Start of INPUT MATERIAL

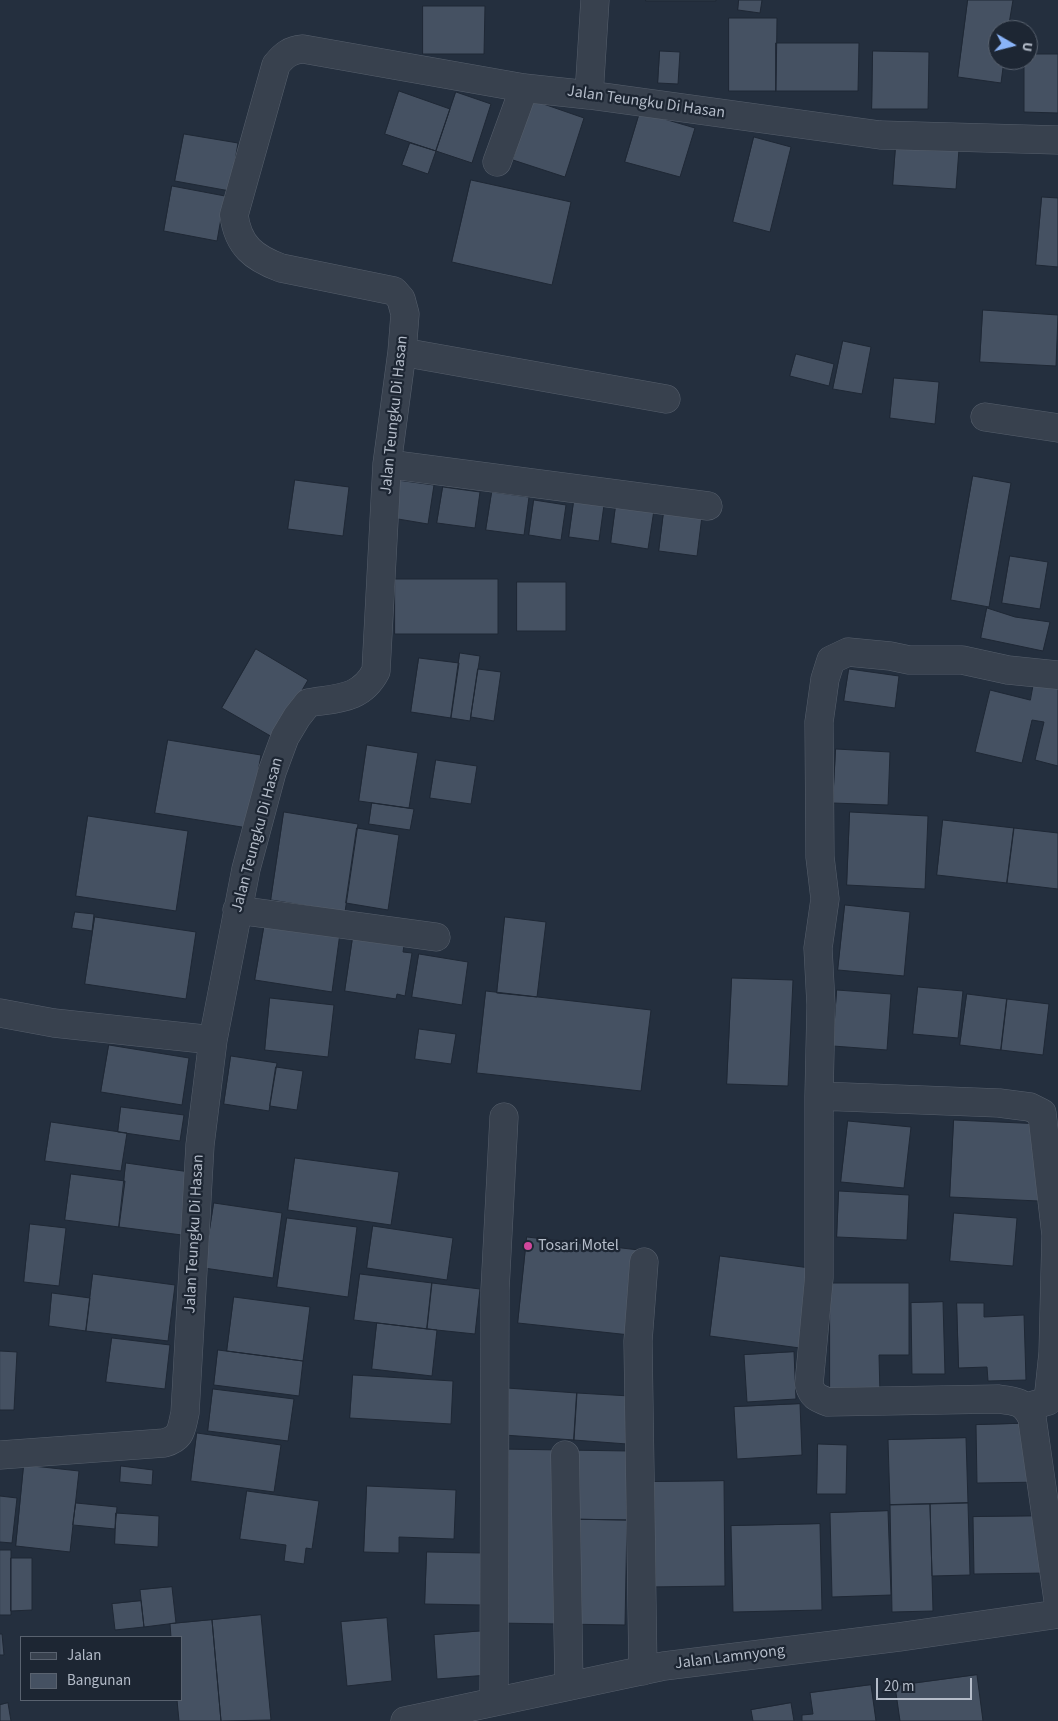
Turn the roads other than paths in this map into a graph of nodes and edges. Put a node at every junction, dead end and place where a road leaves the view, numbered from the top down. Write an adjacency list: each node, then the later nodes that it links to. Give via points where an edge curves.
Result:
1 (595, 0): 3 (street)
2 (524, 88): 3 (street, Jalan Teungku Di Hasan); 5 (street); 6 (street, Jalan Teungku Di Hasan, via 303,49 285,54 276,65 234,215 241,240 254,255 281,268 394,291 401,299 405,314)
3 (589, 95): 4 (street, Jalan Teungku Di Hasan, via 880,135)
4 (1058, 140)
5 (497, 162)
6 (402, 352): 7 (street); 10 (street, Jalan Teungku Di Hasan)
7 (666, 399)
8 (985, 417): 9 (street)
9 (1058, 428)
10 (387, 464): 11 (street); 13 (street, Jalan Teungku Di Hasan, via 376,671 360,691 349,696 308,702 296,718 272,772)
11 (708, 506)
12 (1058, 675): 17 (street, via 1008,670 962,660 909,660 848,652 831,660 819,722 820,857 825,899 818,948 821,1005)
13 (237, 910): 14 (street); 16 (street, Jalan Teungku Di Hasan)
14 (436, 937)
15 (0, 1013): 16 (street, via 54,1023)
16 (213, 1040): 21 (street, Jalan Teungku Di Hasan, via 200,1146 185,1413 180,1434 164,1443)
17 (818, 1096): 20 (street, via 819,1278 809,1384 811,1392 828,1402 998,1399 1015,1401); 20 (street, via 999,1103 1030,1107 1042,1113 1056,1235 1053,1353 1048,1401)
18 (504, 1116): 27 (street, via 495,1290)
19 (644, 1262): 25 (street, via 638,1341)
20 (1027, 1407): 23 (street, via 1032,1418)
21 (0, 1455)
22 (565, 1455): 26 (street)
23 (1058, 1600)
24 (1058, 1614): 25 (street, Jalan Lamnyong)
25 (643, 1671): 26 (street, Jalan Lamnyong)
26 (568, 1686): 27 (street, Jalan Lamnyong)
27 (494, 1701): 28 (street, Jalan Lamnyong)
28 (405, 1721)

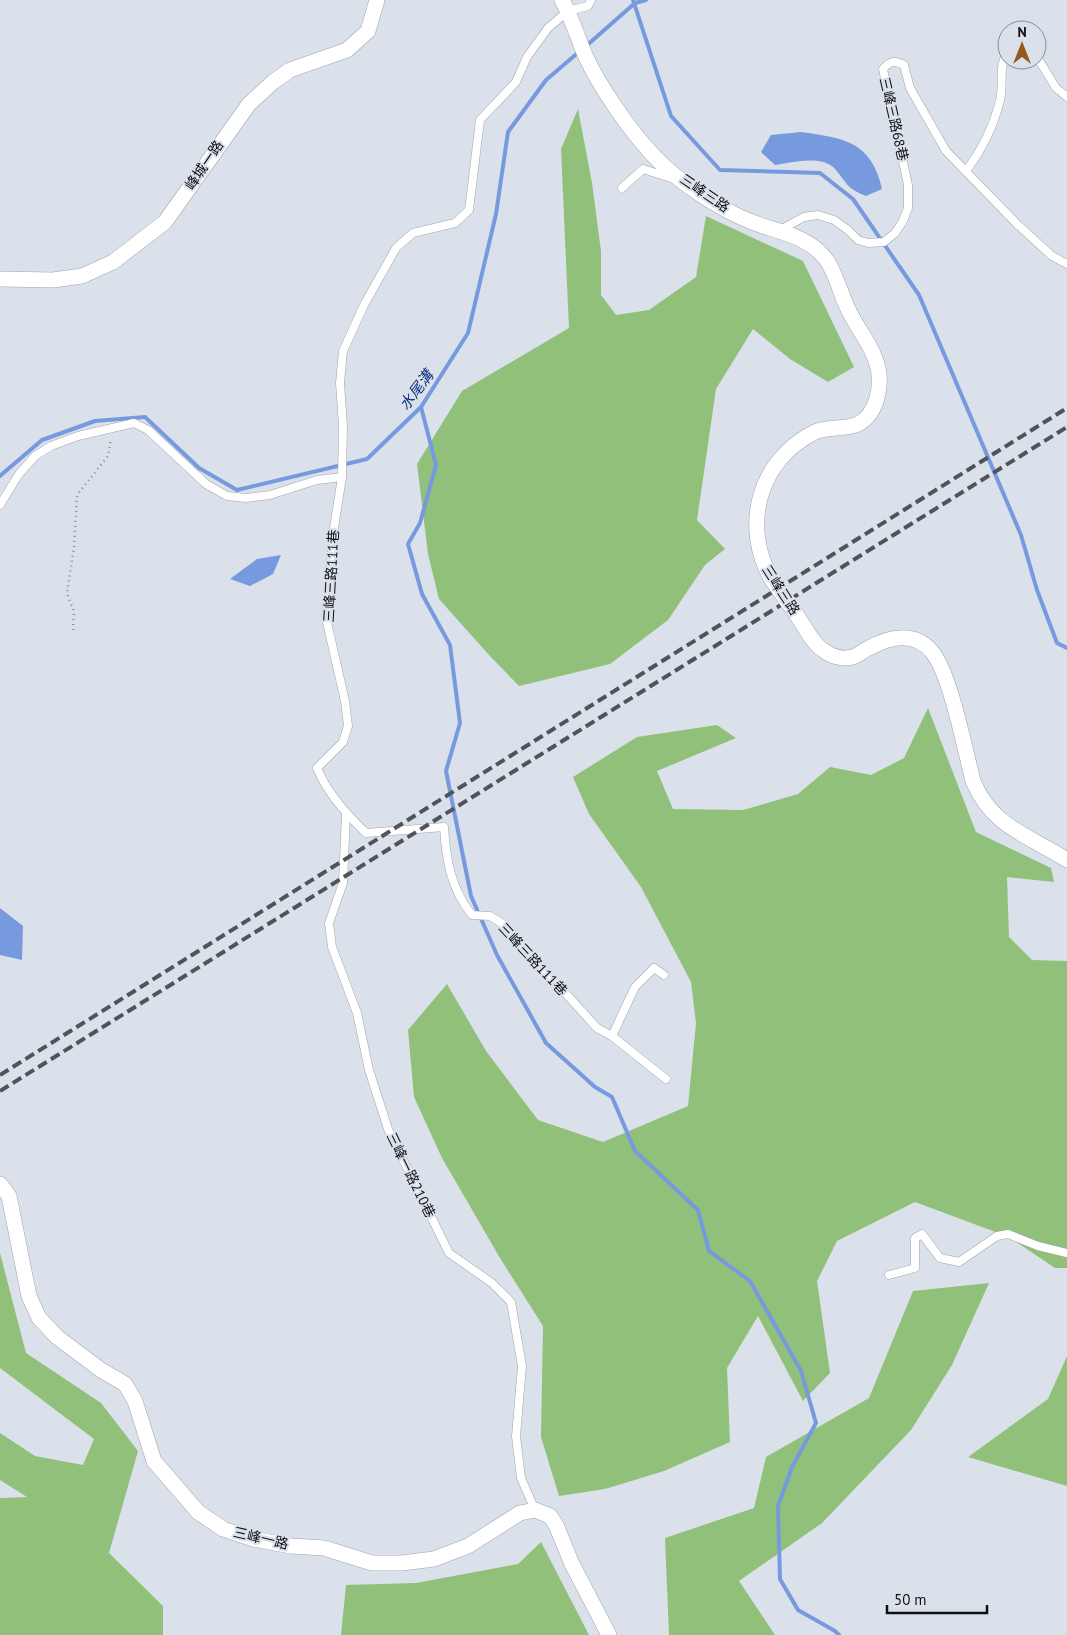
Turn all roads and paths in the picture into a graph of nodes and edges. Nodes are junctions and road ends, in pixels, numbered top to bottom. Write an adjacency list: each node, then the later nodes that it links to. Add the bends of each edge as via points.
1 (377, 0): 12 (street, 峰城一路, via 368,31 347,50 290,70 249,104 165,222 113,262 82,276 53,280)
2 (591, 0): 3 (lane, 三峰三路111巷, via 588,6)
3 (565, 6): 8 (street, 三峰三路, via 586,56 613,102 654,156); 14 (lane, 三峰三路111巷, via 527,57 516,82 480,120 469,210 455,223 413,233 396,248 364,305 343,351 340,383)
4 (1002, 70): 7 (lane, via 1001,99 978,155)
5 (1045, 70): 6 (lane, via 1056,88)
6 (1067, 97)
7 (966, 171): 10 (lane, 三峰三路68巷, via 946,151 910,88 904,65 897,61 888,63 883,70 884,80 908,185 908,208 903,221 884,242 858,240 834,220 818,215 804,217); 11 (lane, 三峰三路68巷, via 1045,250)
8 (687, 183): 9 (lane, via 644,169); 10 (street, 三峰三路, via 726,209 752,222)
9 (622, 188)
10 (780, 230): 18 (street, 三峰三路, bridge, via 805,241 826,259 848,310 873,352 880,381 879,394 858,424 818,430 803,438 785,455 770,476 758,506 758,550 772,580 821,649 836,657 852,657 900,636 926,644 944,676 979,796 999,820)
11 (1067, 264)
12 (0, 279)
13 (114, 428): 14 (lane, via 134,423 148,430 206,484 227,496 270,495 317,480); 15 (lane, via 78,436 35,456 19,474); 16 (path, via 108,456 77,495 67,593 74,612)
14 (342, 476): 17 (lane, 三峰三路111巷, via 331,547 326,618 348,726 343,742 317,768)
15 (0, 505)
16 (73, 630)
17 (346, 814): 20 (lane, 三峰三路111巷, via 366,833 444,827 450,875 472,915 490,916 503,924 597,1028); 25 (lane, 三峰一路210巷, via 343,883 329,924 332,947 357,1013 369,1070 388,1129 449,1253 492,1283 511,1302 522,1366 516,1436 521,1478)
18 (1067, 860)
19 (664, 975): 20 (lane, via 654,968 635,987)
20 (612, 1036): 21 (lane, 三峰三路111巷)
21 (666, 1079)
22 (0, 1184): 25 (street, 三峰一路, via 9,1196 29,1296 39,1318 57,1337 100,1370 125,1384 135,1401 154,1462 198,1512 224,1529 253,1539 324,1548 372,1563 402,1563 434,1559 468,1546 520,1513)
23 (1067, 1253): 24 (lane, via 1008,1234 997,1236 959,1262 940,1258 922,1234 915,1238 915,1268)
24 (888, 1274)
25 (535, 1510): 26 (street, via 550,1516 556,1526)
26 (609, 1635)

End of INPUT MATERIAL
Start of INPUT MATERIAL

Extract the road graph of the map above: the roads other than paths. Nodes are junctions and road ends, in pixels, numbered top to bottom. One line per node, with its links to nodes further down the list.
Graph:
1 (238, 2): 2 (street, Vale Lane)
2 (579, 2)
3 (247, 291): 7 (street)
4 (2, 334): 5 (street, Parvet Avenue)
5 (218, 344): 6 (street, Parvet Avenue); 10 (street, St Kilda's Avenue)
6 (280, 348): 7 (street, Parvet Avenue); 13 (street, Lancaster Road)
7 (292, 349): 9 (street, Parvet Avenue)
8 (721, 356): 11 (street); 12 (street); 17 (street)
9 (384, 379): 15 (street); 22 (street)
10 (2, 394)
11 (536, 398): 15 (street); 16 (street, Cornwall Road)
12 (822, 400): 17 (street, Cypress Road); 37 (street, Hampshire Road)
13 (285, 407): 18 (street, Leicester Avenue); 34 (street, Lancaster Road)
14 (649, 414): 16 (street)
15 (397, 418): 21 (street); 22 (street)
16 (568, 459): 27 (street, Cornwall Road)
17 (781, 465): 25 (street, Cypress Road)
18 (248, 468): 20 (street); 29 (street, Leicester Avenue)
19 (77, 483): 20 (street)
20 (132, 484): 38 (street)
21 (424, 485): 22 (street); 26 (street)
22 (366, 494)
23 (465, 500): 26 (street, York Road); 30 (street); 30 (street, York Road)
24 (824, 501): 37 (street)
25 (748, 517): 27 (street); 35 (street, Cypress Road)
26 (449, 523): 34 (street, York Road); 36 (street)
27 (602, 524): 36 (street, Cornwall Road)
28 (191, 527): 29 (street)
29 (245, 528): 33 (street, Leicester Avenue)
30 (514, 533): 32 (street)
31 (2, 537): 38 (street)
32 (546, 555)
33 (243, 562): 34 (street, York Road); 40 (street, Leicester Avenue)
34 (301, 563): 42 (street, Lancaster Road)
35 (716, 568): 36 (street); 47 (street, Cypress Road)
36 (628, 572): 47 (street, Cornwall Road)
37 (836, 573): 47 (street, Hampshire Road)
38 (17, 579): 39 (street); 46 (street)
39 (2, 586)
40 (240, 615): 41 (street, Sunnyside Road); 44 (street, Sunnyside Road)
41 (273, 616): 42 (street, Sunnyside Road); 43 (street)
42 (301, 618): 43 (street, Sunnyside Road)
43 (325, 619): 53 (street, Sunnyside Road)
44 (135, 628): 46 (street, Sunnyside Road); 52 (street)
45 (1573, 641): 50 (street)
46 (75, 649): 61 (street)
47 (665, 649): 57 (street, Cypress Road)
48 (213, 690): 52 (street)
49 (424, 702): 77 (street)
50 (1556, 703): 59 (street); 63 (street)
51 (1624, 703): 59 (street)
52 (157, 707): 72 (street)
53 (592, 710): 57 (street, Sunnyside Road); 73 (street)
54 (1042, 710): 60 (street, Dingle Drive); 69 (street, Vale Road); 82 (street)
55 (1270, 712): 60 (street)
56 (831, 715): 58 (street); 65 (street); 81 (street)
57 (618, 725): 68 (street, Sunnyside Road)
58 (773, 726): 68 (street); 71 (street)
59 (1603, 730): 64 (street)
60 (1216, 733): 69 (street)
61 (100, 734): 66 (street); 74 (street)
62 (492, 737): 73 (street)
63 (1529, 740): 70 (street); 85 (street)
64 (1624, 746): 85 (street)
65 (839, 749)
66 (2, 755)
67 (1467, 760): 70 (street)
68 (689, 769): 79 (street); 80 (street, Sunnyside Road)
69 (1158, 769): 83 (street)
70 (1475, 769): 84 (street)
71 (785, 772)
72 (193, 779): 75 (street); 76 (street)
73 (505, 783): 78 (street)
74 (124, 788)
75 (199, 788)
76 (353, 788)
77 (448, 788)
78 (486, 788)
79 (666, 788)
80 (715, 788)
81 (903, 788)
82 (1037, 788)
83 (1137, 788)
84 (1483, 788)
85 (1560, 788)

End of INPUT MATERIAL

WHAT TO PRODUCE ▸ Tally the lines above that contain the word "Lamnyong", and reply with only the number.

RESULT OF THIS EXERCISE ▸ 4